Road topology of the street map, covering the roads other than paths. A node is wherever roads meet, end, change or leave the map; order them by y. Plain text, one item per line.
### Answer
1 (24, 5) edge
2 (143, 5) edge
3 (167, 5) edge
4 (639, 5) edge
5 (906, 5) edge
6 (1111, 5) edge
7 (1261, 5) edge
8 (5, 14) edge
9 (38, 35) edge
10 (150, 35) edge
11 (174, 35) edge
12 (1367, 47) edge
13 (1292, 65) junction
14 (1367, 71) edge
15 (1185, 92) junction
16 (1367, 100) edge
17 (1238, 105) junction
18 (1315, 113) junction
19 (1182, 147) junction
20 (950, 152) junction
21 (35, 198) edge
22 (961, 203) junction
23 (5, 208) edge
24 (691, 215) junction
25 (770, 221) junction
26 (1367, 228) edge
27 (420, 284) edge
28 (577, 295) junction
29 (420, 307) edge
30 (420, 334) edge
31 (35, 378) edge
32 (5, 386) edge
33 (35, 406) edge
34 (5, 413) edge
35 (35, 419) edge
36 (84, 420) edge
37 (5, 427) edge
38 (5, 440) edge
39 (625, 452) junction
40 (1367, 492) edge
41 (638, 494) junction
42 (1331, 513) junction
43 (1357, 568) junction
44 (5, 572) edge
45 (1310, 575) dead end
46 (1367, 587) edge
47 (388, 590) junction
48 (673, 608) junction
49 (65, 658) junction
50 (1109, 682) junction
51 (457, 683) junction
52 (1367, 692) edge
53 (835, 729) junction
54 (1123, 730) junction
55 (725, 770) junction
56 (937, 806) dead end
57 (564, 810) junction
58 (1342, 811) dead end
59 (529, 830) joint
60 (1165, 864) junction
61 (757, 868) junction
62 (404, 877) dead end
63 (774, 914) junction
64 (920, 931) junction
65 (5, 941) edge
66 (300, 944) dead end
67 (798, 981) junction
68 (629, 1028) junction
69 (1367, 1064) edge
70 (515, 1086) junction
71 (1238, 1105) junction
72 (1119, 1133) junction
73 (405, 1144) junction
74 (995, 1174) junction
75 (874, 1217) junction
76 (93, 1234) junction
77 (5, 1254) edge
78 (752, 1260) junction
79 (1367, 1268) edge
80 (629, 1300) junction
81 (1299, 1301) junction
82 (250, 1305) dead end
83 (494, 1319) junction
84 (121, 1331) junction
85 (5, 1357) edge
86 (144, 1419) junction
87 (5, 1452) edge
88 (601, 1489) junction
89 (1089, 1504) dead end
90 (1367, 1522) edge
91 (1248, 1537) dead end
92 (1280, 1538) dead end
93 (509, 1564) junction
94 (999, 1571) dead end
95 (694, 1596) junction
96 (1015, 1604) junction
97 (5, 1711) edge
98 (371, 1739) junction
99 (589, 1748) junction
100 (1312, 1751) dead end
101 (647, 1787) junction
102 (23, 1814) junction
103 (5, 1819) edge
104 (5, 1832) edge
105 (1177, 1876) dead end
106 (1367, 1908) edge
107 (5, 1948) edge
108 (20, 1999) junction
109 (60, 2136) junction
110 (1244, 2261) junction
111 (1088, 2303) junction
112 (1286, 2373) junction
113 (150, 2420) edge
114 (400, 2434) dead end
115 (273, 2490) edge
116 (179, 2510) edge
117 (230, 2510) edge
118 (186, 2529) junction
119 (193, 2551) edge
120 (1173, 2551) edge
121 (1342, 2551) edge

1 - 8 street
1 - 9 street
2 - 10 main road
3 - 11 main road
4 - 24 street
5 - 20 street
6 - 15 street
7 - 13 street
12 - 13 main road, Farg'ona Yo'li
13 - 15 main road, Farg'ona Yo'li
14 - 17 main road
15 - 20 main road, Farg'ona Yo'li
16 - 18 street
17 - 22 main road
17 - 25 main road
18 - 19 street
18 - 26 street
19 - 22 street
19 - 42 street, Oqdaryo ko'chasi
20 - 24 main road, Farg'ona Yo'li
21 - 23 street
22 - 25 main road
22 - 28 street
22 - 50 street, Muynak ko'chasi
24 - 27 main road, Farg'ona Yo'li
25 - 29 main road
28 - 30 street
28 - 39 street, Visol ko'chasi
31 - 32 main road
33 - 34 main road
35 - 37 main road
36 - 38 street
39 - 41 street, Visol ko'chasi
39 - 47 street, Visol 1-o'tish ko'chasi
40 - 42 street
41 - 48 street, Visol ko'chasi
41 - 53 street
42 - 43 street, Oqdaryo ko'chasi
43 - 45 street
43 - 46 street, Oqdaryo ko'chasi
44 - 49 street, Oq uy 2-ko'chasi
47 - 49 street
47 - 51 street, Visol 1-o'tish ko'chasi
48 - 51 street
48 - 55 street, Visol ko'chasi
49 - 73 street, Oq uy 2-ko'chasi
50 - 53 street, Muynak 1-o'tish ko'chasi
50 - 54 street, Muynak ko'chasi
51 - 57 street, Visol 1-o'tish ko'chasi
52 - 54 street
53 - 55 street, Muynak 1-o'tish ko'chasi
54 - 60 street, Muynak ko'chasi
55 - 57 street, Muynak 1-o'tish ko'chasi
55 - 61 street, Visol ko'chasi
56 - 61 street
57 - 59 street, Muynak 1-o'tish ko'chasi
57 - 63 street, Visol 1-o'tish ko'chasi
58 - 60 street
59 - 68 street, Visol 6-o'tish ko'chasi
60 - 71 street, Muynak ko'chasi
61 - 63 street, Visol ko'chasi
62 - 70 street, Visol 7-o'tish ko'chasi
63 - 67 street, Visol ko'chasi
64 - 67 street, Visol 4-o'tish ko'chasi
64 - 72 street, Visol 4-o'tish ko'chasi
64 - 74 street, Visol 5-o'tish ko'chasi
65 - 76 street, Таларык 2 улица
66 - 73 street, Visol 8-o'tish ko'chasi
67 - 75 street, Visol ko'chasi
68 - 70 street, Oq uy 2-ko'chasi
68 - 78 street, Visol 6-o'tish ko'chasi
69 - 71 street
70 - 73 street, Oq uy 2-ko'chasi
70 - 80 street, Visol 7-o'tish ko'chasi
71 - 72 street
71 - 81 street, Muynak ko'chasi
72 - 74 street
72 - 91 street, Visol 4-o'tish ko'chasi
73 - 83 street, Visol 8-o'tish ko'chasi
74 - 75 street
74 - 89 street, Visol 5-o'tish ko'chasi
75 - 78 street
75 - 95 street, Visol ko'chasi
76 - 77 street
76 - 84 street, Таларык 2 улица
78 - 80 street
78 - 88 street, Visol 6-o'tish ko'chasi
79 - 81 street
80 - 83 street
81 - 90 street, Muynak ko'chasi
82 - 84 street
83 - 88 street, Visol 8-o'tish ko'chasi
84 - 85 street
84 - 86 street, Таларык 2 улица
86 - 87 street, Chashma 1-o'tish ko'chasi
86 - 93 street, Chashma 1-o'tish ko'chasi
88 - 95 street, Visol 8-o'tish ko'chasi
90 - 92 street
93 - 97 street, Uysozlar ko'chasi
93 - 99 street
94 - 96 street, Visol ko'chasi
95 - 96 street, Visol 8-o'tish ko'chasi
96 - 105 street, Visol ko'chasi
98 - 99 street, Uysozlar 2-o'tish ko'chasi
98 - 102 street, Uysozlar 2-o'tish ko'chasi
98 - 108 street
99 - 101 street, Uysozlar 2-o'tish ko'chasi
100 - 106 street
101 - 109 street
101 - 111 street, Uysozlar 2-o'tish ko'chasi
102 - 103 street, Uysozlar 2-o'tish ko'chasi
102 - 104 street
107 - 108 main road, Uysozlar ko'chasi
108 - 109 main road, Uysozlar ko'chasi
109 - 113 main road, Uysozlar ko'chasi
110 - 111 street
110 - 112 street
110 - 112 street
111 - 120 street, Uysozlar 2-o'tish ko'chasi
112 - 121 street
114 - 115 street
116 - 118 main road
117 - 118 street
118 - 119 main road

_Assignment_. Line by line, retype the data exactly as written.

_Solution_.
Road topology of the street map, covering the roads other than paths. A node is wherever roads meet, end, change or leave the map; order them by y. Plain text, one item per line.
### Answer
1 (24, 5) edge
2 (143, 5) edge
3 (167, 5) edge
4 (639, 5) edge
5 (906, 5) edge
6 (1111, 5) edge
7 (1261, 5) edge
8 (5, 14) edge
9 (38, 35) edge
10 (150, 35) edge
11 (174, 35) edge
12 (1367, 47) edge
13 (1292, 65) junction
14 (1367, 71) edge
15 (1185, 92) junction
16 (1367, 100) edge
17 (1238, 105) junction
18 (1315, 113) junction
19 (1182, 147) junction
20 (950, 152) junction
21 (35, 198) edge
22 (961, 203) junction
23 (5, 208) edge
24 (691, 215) junction
25 (770, 221) junction
26 (1367, 228) edge
27 (420, 284) edge
28 (577, 295) junction
29 (420, 307) edge
30 (420, 334) edge
31 (35, 378) edge
32 (5, 386) edge
33 (35, 406) edge
34 (5, 413) edge
35 (35, 419) edge
36 (84, 420) edge
37 (5, 427) edge
38 (5, 440) edge
39 (625, 452) junction
40 (1367, 492) edge
41 (638, 494) junction
42 (1331, 513) junction
43 (1357, 568) junction
44 (5, 572) edge
45 (1310, 575) dead end
46 (1367, 587) edge
47 (388, 590) junction
48 (673, 608) junction
49 (65, 658) junction
50 (1109, 682) junction
51 (457, 683) junction
52 (1367, 692) edge
53 (835, 729) junction
54 (1123, 730) junction
55 (725, 770) junction
56 (937, 806) dead end
57 (564, 810) junction
58 (1342, 811) dead end
59 (529, 830) joint
60 (1165, 864) junction
61 (757, 868) junction
62 (404, 877) dead end
63 (774, 914) junction
64 (920, 931) junction
65 (5, 941) edge
66 (300, 944) dead end
67 (798, 981) junction
68 (629, 1028) junction
69 (1367, 1064) edge
70 (515, 1086) junction
71 (1238, 1105) junction
72 (1119, 1133) junction
73 (405, 1144) junction
74 (995, 1174) junction
75 (874, 1217) junction
76 (93, 1234) junction
77 (5, 1254) edge
78 (752, 1260) junction
79 (1367, 1268) edge
80 (629, 1300) junction
81 (1299, 1301) junction
82 (250, 1305) dead end
83 (494, 1319) junction
84 (121, 1331) junction
85 (5, 1357) edge
86 (144, 1419) junction
87 (5, 1452) edge
88 (601, 1489) junction
89 (1089, 1504) dead end
90 (1367, 1522) edge
91 (1248, 1537) dead end
92 (1280, 1538) dead end
93 (509, 1564) junction
94 (999, 1571) dead end
95 (694, 1596) junction
96 (1015, 1604) junction
97 (5, 1711) edge
98 (371, 1739) junction
99 (589, 1748) junction
100 (1312, 1751) dead end
101 (647, 1787) junction
102 (23, 1814) junction
103 (5, 1819) edge
104 (5, 1832) edge
105 (1177, 1876) dead end
106 (1367, 1908) edge
107 (5, 1948) edge
108 (20, 1999) junction
109 (60, 2136) junction
110 (1244, 2261) junction
111 (1088, 2303) junction
112 (1286, 2373) junction
113 (150, 2420) edge
114 (400, 2434) dead end
115 (273, 2490) edge
116 (179, 2510) edge
117 (230, 2510) edge
118 (186, 2529) junction
119 (193, 2551) edge
120 (1173, 2551) edge
121 (1342, 2551) edge

1 - 8 street
1 - 9 street
2 - 10 main road
3 - 11 main road
4 - 24 street
5 - 20 street
6 - 15 street
7 - 13 street
12 - 13 main road, Farg'ona Yo'li
13 - 15 main road, Farg'ona Yo'li
14 - 17 main road
15 - 20 main road, Farg'ona Yo'li
16 - 18 street
17 - 22 main road
17 - 25 main road
18 - 19 street
18 - 26 street
19 - 22 street
19 - 42 street, Oqdaryo ko'chasi
20 - 24 main road, Farg'ona Yo'li
21 - 23 street
22 - 25 main road
22 - 28 street
22 - 50 street, Muynak ko'chasi
24 - 27 main road, Farg'ona Yo'li
25 - 29 main road
28 - 30 street
28 - 39 street, Visol ko'chasi
31 - 32 main road
33 - 34 main road
35 - 37 main road
36 - 38 street
39 - 41 street, Visol ko'chasi
39 - 47 street, Visol 1-o'tish ko'chasi
40 - 42 street
41 - 48 street, Visol ko'chasi
41 - 53 street
42 - 43 street, Oqdaryo ko'chasi
43 - 45 street
43 - 46 street, Oqdaryo ko'chasi
44 - 49 street, Oq uy 2-ko'chasi
47 - 49 street
47 - 51 street, Visol 1-o'tish ko'chasi
48 - 51 street
48 - 55 street, Visol ko'chasi
49 - 73 street, Oq uy 2-ko'chasi
50 - 53 street, Muynak 1-o'tish ko'chasi
50 - 54 street, Muynak ko'chasi
51 - 57 street, Visol 1-o'tish ko'chasi
52 - 54 street
53 - 55 street, Muynak 1-o'tish ko'chasi
54 - 60 street, Muynak ko'chasi
55 - 57 street, Muynak 1-o'tish ko'chasi
55 - 61 street, Visol ko'chasi
56 - 61 street
57 - 59 street, Muynak 1-o'tish ko'chasi
57 - 63 street, Visol 1-o'tish ko'chasi
58 - 60 street
59 - 68 street, Visol 6-o'tish ko'chasi
60 - 71 street, Muynak ko'chasi
61 - 63 street, Visol ko'chasi
62 - 70 street, Visol 7-o'tish ko'chasi
63 - 67 street, Visol ko'chasi
64 - 67 street, Visol 4-o'tish ko'chasi
64 - 72 street, Visol 4-o'tish ko'chasi
64 - 74 street, Visol 5-o'tish ko'chasi
65 - 76 street, Таларык 2 улица
66 - 73 street, Visol 8-o'tish ko'chasi
67 - 75 street, Visol ko'chasi
68 - 70 street, Oq uy 2-ko'chasi
68 - 78 street, Visol 6-o'tish ko'chasi
69 - 71 street
70 - 73 street, Oq uy 2-ko'chasi
70 - 80 street, Visol 7-o'tish ko'chasi
71 - 72 street
71 - 81 street, Muynak ko'chasi
72 - 74 street
72 - 91 street, Visol 4-o'tish ko'chasi
73 - 83 street, Visol 8-o'tish ko'chasi
74 - 75 street
74 - 89 street, Visol 5-o'tish ko'chasi
75 - 78 street
75 - 95 street, Visol ko'chasi
76 - 77 street
76 - 84 street, Таларык 2 улица
78 - 80 street
78 - 88 street, Visol 6-o'tish ko'chasi
79 - 81 street
80 - 83 street
81 - 90 street, Muynak ko'chasi
82 - 84 street
83 - 88 street, Visol 8-o'tish ko'chasi
84 - 85 street
84 - 86 street, Таларык 2 улица
86 - 87 street, Chashma 1-o'tish ko'chasi
86 - 93 street, Chashma 1-o'tish ko'chasi
88 - 95 street, Visol 8-o'tish ko'chasi
90 - 92 street
93 - 97 street, Uysozlar ko'chasi
93 - 99 street
94 - 96 street, Visol ko'chasi
95 - 96 street, Visol 8-o'tish ko'chasi
96 - 105 street, Visol ko'chasi
98 - 99 street, Uysozlar 2-o'tish ko'chasi
98 - 102 street, Uysozlar 2-o'tish ko'chasi
98 - 108 street
99 - 101 street, Uysozlar 2-o'tish ko'chasi
100 - 106 street
101 - 109 street
101 - 111 street, Uysozlar 2-o'tish ko'chasi
102 - 103 street, Uysozlar 2-o'tish ko'chasi
102 - 104 street
107 - 108 main road, Uysozlar ko'chasi
108 - 109 main road, Uysozlar ko'chasi
109 - 113 main road, Uysozlar ko'chasi
110 - 111 street
110 - 112 street
110 - 112 street
111 - 120 street, Uysozlar 2-o'tish ko'chasi
112 - 121 street
114 - 115 street
116 - 118 main road
117 - 118 street
118 - 119 main road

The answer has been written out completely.